[Saved data entries]
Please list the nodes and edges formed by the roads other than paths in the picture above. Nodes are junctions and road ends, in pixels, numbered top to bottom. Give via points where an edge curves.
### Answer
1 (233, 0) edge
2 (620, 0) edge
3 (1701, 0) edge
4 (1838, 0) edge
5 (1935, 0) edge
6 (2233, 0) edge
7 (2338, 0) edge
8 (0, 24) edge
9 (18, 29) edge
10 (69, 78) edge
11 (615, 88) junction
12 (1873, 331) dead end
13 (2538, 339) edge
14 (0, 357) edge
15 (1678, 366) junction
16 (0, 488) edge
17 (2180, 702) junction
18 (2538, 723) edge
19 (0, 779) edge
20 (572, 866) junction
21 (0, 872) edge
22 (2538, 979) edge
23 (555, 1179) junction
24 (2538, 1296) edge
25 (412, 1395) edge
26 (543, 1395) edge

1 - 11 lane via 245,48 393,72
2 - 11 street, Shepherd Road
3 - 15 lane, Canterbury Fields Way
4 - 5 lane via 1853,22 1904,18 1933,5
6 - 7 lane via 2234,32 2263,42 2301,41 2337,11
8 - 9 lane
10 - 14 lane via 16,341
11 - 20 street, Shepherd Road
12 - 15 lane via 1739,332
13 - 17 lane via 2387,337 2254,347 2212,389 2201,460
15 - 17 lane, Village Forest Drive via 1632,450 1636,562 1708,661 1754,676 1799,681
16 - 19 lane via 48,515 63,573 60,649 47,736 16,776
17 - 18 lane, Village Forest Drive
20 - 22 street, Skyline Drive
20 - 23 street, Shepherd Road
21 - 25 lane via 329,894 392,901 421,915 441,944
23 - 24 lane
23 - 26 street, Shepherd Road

ACTIVITY>
Print all of the lines above so that each one matches its original exactly.

RESPONSE BELOW>
Please list the nodes and edges formed by the roads other than paths in the picture above. Nodes are junctions and road ends, in pixels, numbered top to bottom. Give via points where an edge curves.
### Answer
1 (233, 0) edge
2 (620, 0) edge
3 (1701, 0) edge
4 (1838, 0) edge
5 (1935, 0) edge
6 (2233, 0) edge
7 (2338, 0) edge
8 (0, 24) edge
9 (18, 29) edge
10 (69, 78) edge
11 (615, 88) junction
12 (1873, 331) dead end
13 (2538, 339) edge
14 (0, 357) edge
15 (1678, 366) junction
16 (0, 488) edge
17 (2180, 702) junction
18 (2538, 723) edge
19 (0, 779) edge
20 (572, 866) junction
21 (0, 872) edge
22 (2538, 979) edge
23 (555, 1179) junction
24 (2538, 1296) edge
25 (412, 1395) edge
26 (543, 1395) edge

1 - 11 lane via 245,48 393,72
2 - 11 street, Shepherd Road
3 - 15 lane, Canterbury Fields Way
4 - 5 lane via 1853,22 1904,18 1933,5
6 - 7 lane via 2234,32 2263,42 2301,41 2337,11
8 - 9 lane
10 - 14 lane via 16,341
11 - 20 street, Shepherd Road
12 - 15 lane via 1739,332
13 - 17 lane via 2387,337 2254,347 2212,389 2201,460
15 - 17 lane, Village Forest Drive via 1632,450 1636,562 1708,661 1754,676 1799,681
16 - 19 lane via 48,515 63,573 60,649 47,736 16,776
17 - 18 lane, Village Forest Drive
20 - 22 street, Skyline Drive
20 - 23 street, Shepherd Road
21 - 25 lane via 329,894 392,901 421,915 441,944
23 - 24 lane
23 - 26 street, Shepherd Road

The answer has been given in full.